アプローチ(2)
運動機能障害者(児)へのアプローチ
患者へのアプローチのなかで、最も注意を必要とするのが運動機能障害者(児)へのアプローチです。〔脳性麻痺児になぜ指圧なのですか〕でも触れましたが、健常者にとってごくありふれた行為であっても運動機能障害者には、健常者の想像を超える恐怖を伴う行為となりえます。あなたの運動機能速度が3~5分の1に低下したら、あなたは自身の運動能力の“3~5倍速の世界”で生活することになります。見知らぬ人が3~5倍速の猛スピードであなたに近づいてくる・・・止まるのか、突っ込んでくるのか・・・突っ込まれても避けられない。道行く人とすれちがうだけで緊張や恐怖に襲われることになります。
脳性麻痺児への対応
〔声かけ〕
アプローチの一歩は“声かけ”です。脳性麻痺児とその保護者の視界に入り適切な距離(通常、接近者の身長の1.5倍~2倍程度の距離)から、保護者に向かって(視線を送り)『○○ちゃん』と声をかけます。保護者は自身の名前よりお子さんの名前の方に強く反応します。慣習的にお互いを“お子さんの愛称”で呼び合う保護者も少なくありません。次に、お子さんに視線を送り『○○ちゃん、おはこんばんちは』と声をかけます。お子さんに“保護者があなたの接近を容認したこと”を認識させることが重要です。
〔接近〕
既に顔見知りで、お子さんが治療を受け入れてくれる特別な間柄を除けば、視線をお子さんではなく、保護者に送りながら接近してください。特別な間柄でもお子さんの視界から消える接近法は厳禁です。通常、保護者が『○○ちゃん、△△先生だよ』とお子さんに“あなたの存在と接近”さらに“あなたの接近に対する保護者の容認”を伝えてくれます。接近はお子さんがあなたの接近を認識まで待ってください。お子さんと初対面、あるいは、お子さんがあなたを特定できない(個人認識が薄い)場合は、接近の際にお子さんに視線を送らないでください。“声かけ”は、“お子さんの愛称”『○○ちゃん』でよいのですが、視線は保護者に送り、お子さんを視界で捉えてください。接近はお子さんの運動(移動)能力を考慮した速度で行います。接近の方向も重要となります。保護者が“あなたからお子さんを保護できる方向”で、お子さんの視界から“あなたの姿が消えない”ことは、接近の最低条件であると心得てください。
〔注意:特別な間柄では、お子さんから視線を外すことは逆効果です。

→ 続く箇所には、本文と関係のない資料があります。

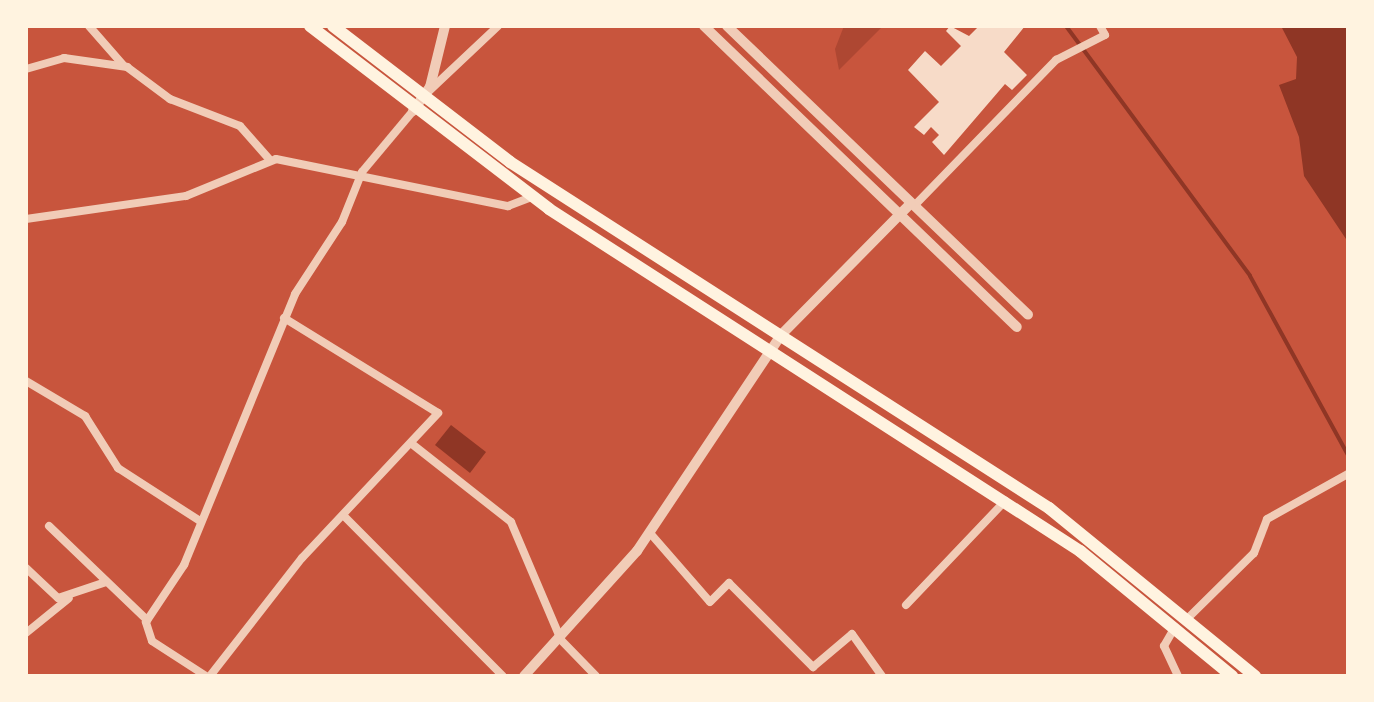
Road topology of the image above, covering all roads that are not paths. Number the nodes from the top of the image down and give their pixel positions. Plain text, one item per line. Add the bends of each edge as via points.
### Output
1 (89, 26) edge
2 (310, 26) edge
3 (333, 26) edge
4 (445, 26) edge
5 (498, 26) edge
6 (704, 26) edge
7 (727, 26) edge
8 (1100, 26) edge
9 (124, 66) junction
10 (26, 69) edge
11 (426, 96) junction
12 (413, 111) junction
13 (270, 160) junction
14 (357, 180) junction
15 (532, 197) junction
16 (913, 204) junction
17 (900, 214) junction
18 (26, 219) edge
19 (1028, 315) dead end
20 (284, 318) junction
21 (1017, 327) dead end
22 (781, 335) junction
23 (772, 349) junction
24 (26, 381) edge
25 (412, 444) junction
26 (1348, 474) edge
27 (1005, 501) junction
28 (345, 517) junction
29 (200, 521) junction
30 (49, 526) dead end
31 (650, 533) junction
32 (26, 568) edge
33 (106, 582) junction
34 (70, 597) junction
35 (906, 605) dead end
36 (1189, 617) junction
37 (147, 620) junction
38 (1176, 627) junction
39 (26, 633) edge
40 (561, 640) junction
41 (208, 676) edge
42 (503, 676) edge
43 (524, 676) edge
44 (596, 676) edge
45 (882, 676) edge
46 (1178, 676) edge
47 (1232, 676) edge
48 (1255, 676) edge

1 - 9 street
2 - 12 main road
3 - 11 main road
4 - 11 street
5 - 11 street
6 - 17 street
7 - 16 street
8 - 16 street via 1105,35 1056,60
9 - 10 street via 64,58
9 - 13 street via 170,99 240,126
11 - 12 street
11 - 22 main road
12 - 14 street
12 - 15 main road
13 - 14 street
13 - 18 street via 186,196
14 - 15 street via 508,206
14 - 20 street via 342,222
15 - 23 main road
16 - 17 street
16 - 19 street
17 - 21 street
17 - 22 street
20 - 25 street via 438,413
20 - 29 street
22 - 23 street
22 - 36 main road via 1049,508
23 - 27 main road
23 - 31 street
24 - 29 street via 88,419 118,468
25 - 28 street
25 - 40 street via 511,522
26 - 36 street via 1267,519 1254,553
27 - 35 street
27 - 38 main road
28 - 41 street via 302,558
28 - 42 street
29 - 37 street via 180,572
30 - 33 street
31 - 40 street
31 - 45 street via 710,602 729,583 813,667 852,634
32 - 34 street via 54,596
33 - 34 street
33 - 37 street
34 - 39 street
36 - 48 main road
37 - 41 street via 152,641
38 - 46 street via 1164,646
38 - 47 main road
40 - 43 street
40 - 44 street

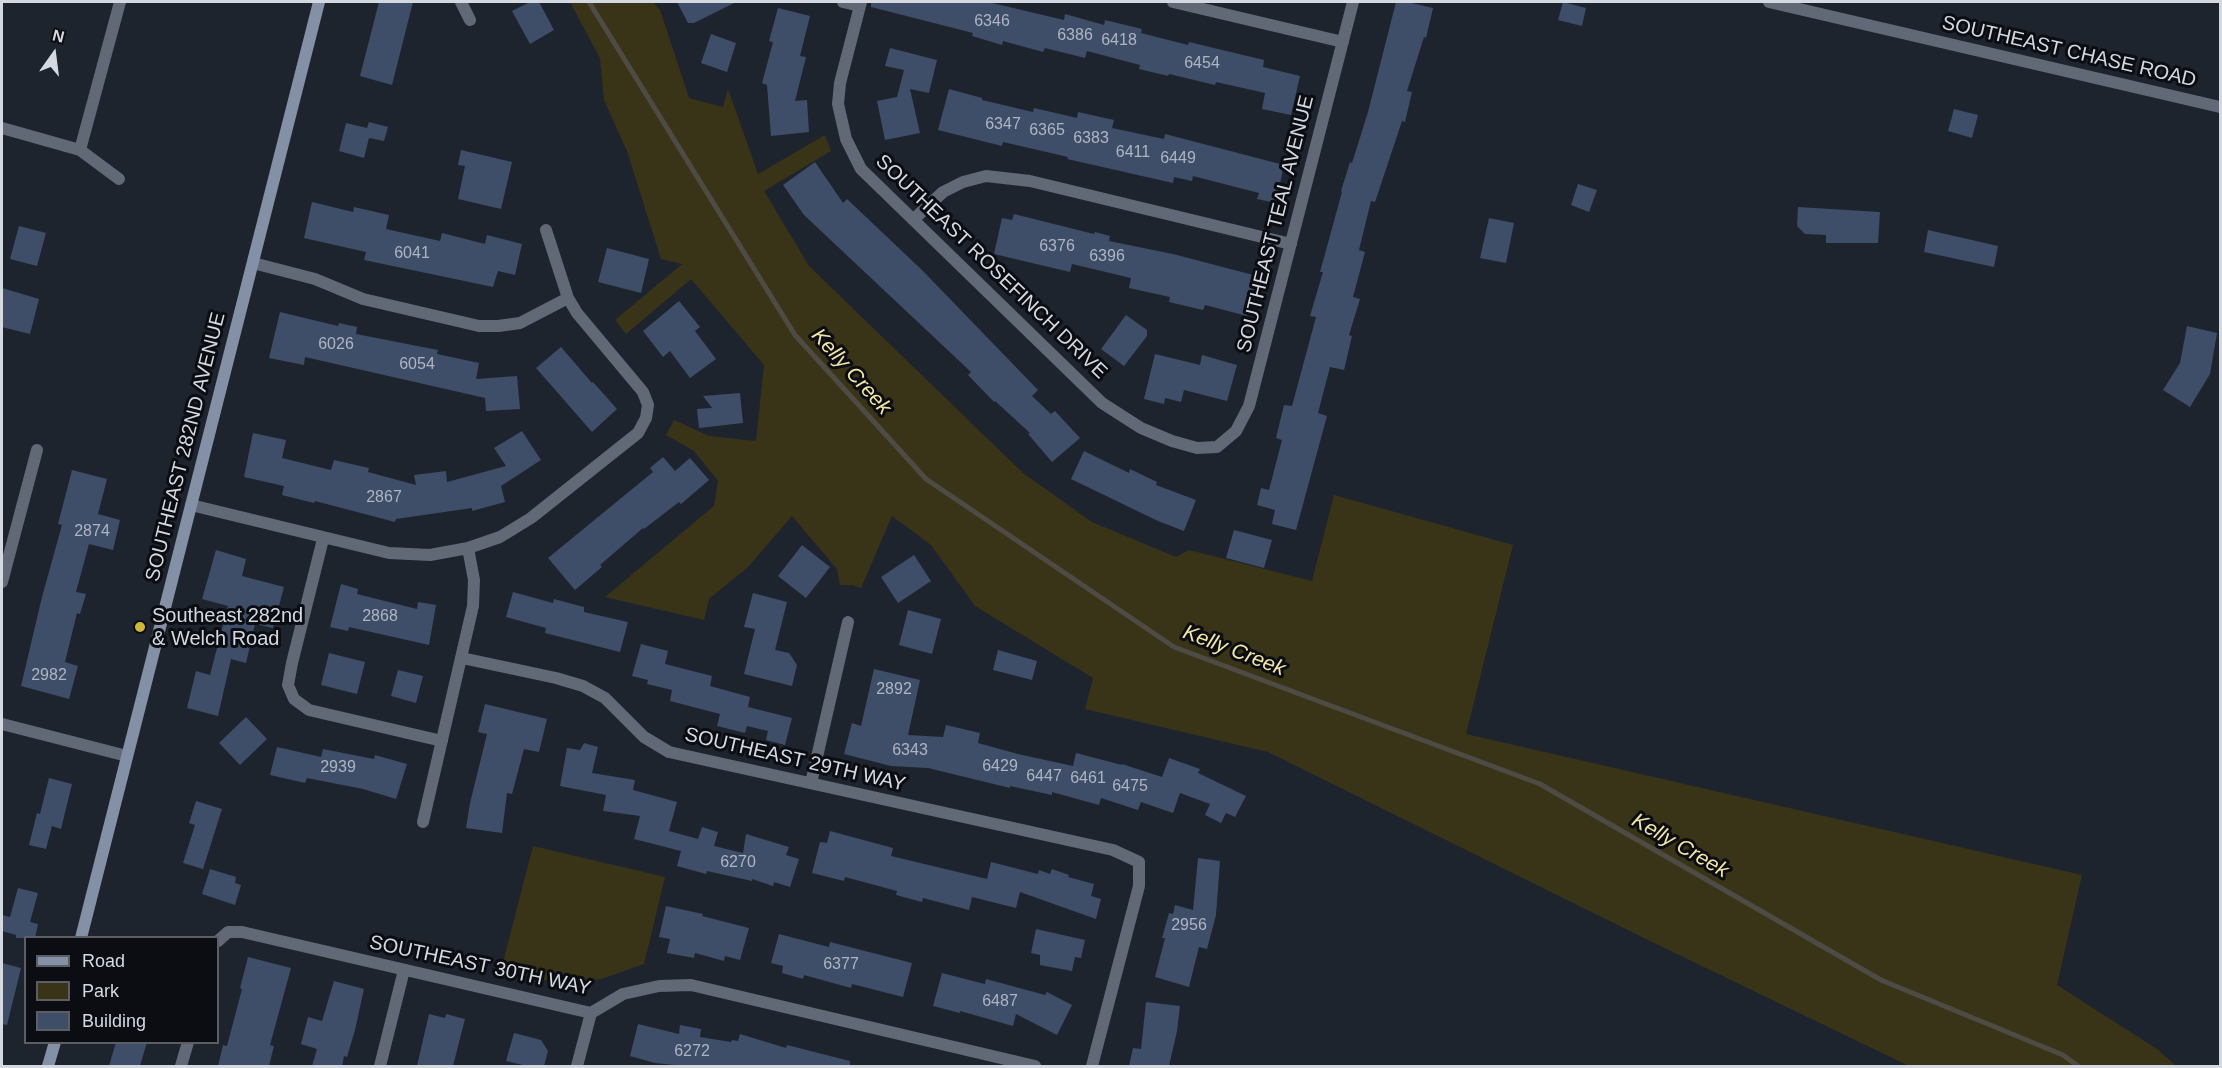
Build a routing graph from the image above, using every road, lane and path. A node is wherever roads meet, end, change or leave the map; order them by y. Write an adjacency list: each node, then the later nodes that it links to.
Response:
1 (120, 2): 13 (street)
2 (319, 2): 18 (main road, SOUTHEAST 282ND AVENUE)
3 (461, 2): 9 (street)
4 (843, 2): 8 (street)
5 (1173, 2): 10 (street)
6 (1353, 2): 10 (street, SOUTHEAST TEAL AVENUE)
7 (1769, 2): 11 (street, SOUTHEAST CHASE ROAD)
8 (860, 4): 15 (street, SOUTHEAST ROSEFINCH DRIVE)
9 (470, 20)
10 (1343, 42): 17 (street, SOUTHEAST TEAL AVENUE)
11 (2220, 107)
12 (2, 128): 13 (street)
13 (80, 150): 14 (street)
14 (119, 179)
15 (914, 219): 17 (street); 20 (street, SOUTHEAST ROSEFINCH DRIVE)
16 (546, 230): 19 (street)
17 (1291, 244): 20 (street, SOUTHEAST TEAL AVENUE)
18 (253, 263): 19 (street); 22 (main road, SOUTHEAST 282ND AVENUE)
19 (568, 298): 24 (street)
20 (1217, 447)
21 (37, 450): 25 (street)
22 (191, 505): 23 (street); 31 (main road, SOUTHEAST 282ND AVENUE)
23 (323, 539): 24 (street); 30 (street)
24 (468, 548): 28 (street)
25 (3, 567): 26 (street)
26 (2, 582)
27 (848, 622): 32 (street)
28 (462, 658): 30 (street); 32 (street, SOUTHEAST 29TH WAY)
29 (2, 724): 31 (street)
30 (442, 741): 33 (street)
31 (127, 756): 34 (main road, SOUTHEAST 282ND AVENUE)
32 (811, 783): 45 (street, SOUTHEAST 29TH WAY)
33 (423, 822)
34 (82, 936)
35 (219, 940): 36 (street, SOUTHEAST 30TH WAY)
36 (404, 970): 37 (street, SOUTHEAST 30TH WAY); 42 (street)
37 (591, 1013): 43 (street); 44 (street, SOUTHEAST 30TH WAY)
38 (54, 1044): 40 (main road)
39 (188, 1044): 41 (street)
40 (48, 1066)
41 (182, 1066)
42 (380, 1066)
43 (577, 1066)
44 (1035, 1066)
45 (1092, 1066)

お子さんに疎外感が生じます。〕
重複しますが、運動機能障害者は、常に動くものに対し健常者とは比較にならない“警戒心と恐怖心”を抱かねばならないのです。さらに、突然の音は“ビックリ”ではなく恐怖です。情動由来の交感神経異常緊張は理性でのコントロールが困難で、いかに『診断即治療』の妨げになるかを再認識してください。
〔視線の変化と凝視〕
『視線や視線の変化』は、“言語にも劣らない”コミニュケーション手段であることを再認識してください。このことは、『視線や視線の変化』が様々な情報を(双方向に)伝えることを意味します。さらに、これらは理性より情動の変化(心の変化)を無意識に瞬時に伝えてしまい、その後に“理性によって発した言語”の意味を否定される事態を招くことも稀ではありません。『目は心の窓』とは、実に的確な表現です。
動物脳(情動)に最も強く働きかけるのが“凝視”だと考えます。凝視効果については、理論より体験にて学ぶ方が早いとも考えます。“凝視”がいかに情動に作用するか実験により体験してみてください。